Share

Bab 5.A

Tanpa berfikir aku menelpon Bang Surya ... tak diangkat, lalu aku menelpon Sonia, namun tidak aktif rupanya aku kecolongan lagi

kemana mereka?

*

Aku terus menelpon Bang Surya berkali-kali ... diangkat.

"Halo, Bang kamu dimana?" ucapku diiringi dengan degupan jantung yang tak menentu.

"Di-di jalan ... sudah ya Abang lagi nyetir," jawabnya kemudian panggilan terputus.

Geram, kulemparkan ponsel ke sofa lalu memijat-mijat kening sambil mondar-mandir.

"Mama kenapa?" Carla bertanya menghampiri.

"Mama ga papah," jawabku seraya bersimpuh mengimbanginya. Ia pasti resah melihat tingkahku barusan.

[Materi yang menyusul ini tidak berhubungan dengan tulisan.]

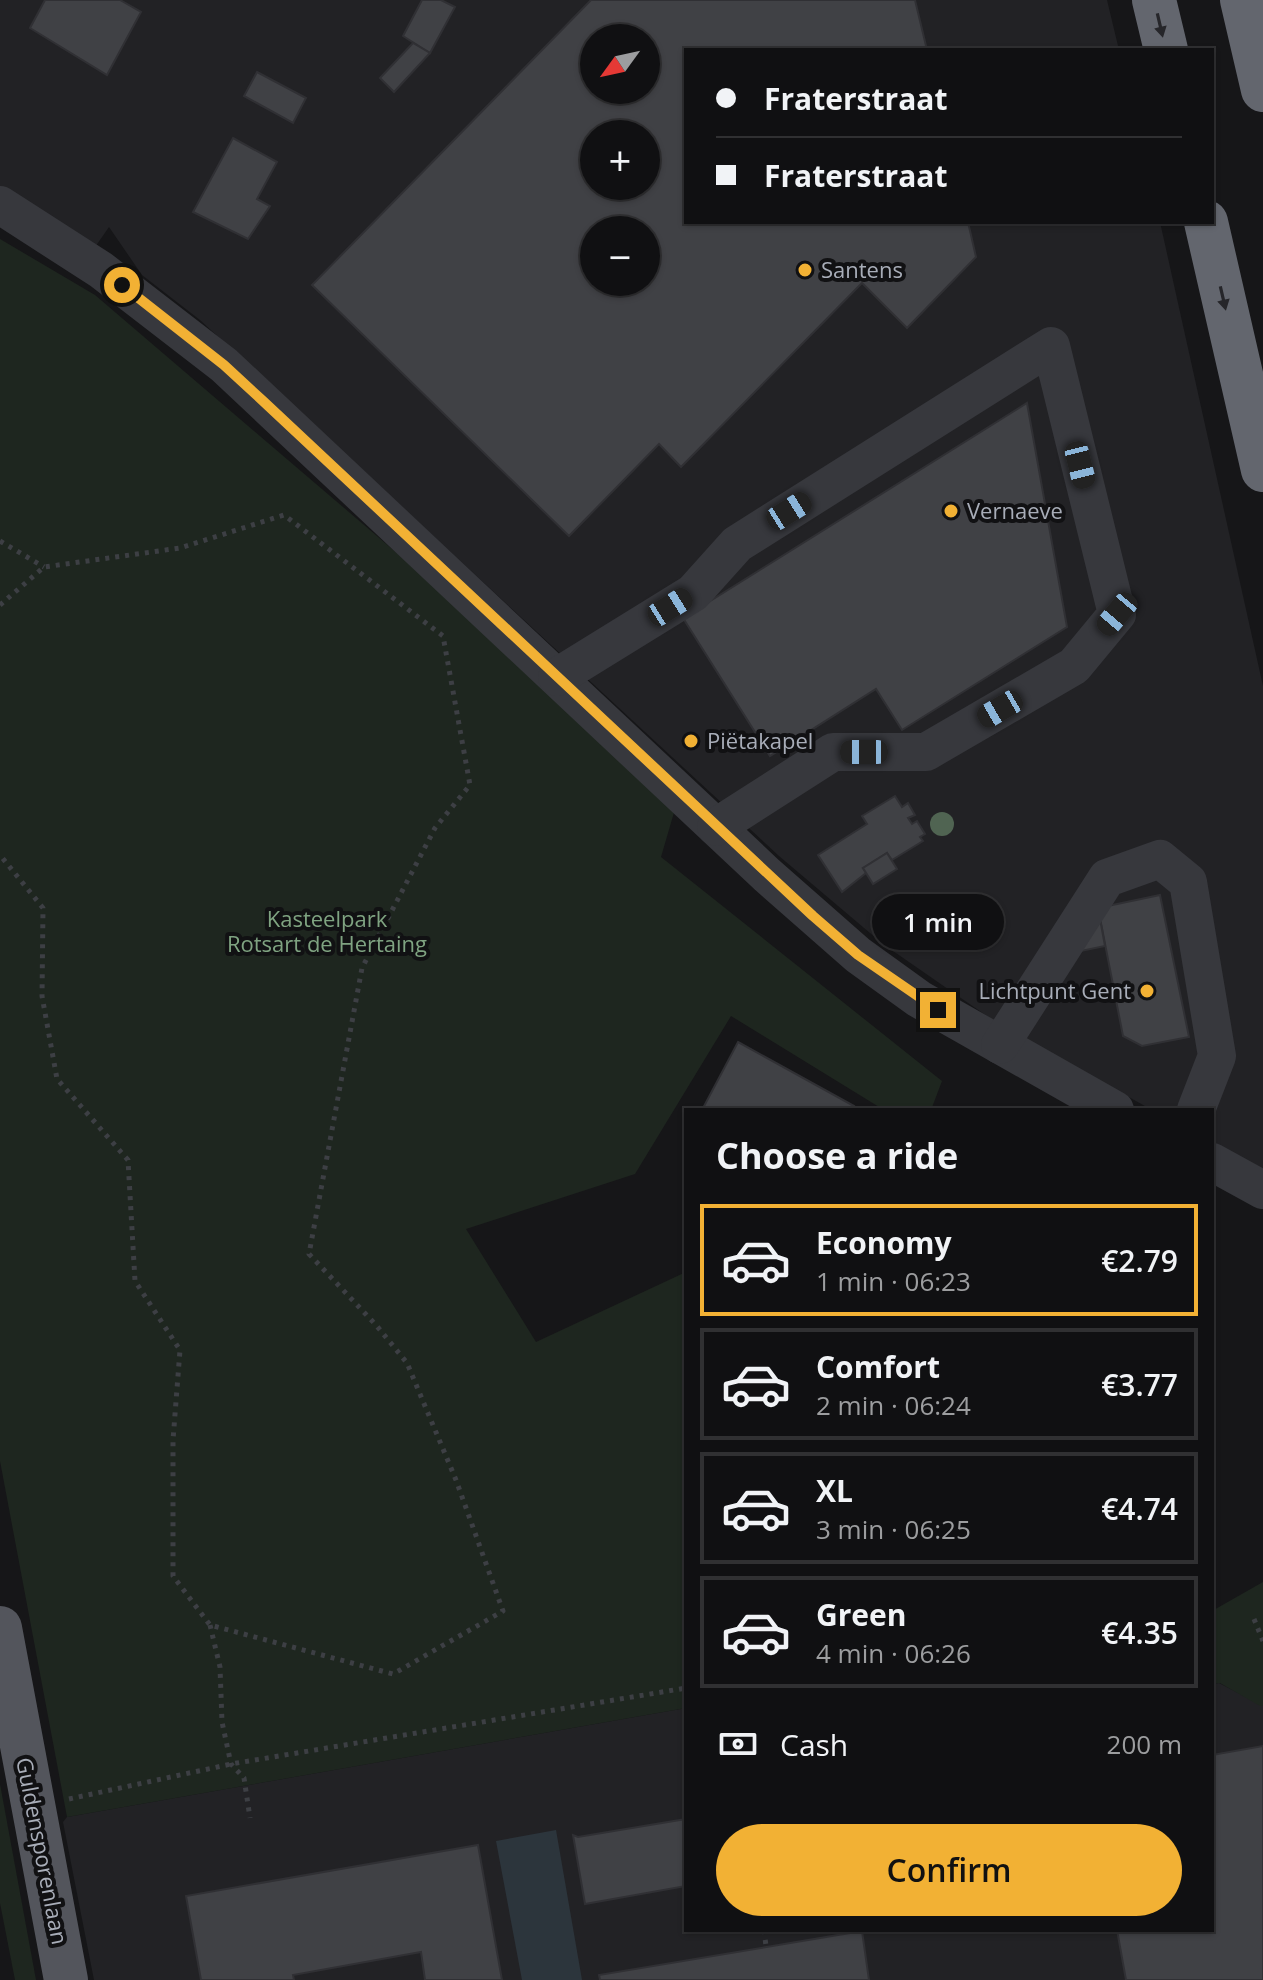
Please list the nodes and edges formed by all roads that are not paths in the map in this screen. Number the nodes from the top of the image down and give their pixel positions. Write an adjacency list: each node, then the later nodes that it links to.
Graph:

Aku masuk kamar melangkah dengan lunglai, kupandang photo pernikahanku dan Bang Surya, aku tersenyum begitupun dengannya, siapa yang menyangka jika kebahagiaan kami akan sirna oleh orang ketiga, dan yang lebih membuatku teriris adikku lah orang ketiga itu.

Adzan Ashar berkumandang gegas aku mengambil air wudhu, langkahku terhenti karena mendengar deru mobil Bang Surya, aku melangkah cepat menghampirinya, akan aku hujam ia dengan pertanyaan yang bertubi.

"Dari mana, Bang? aku melipat tangan di dada dan menyenderkan punggung ke pintu.

Ia tersenyum menghampiri.

"Abang dari kantor, Dek. Kok nanya gitu?" jawabnya santai tanpa rasa bersalah.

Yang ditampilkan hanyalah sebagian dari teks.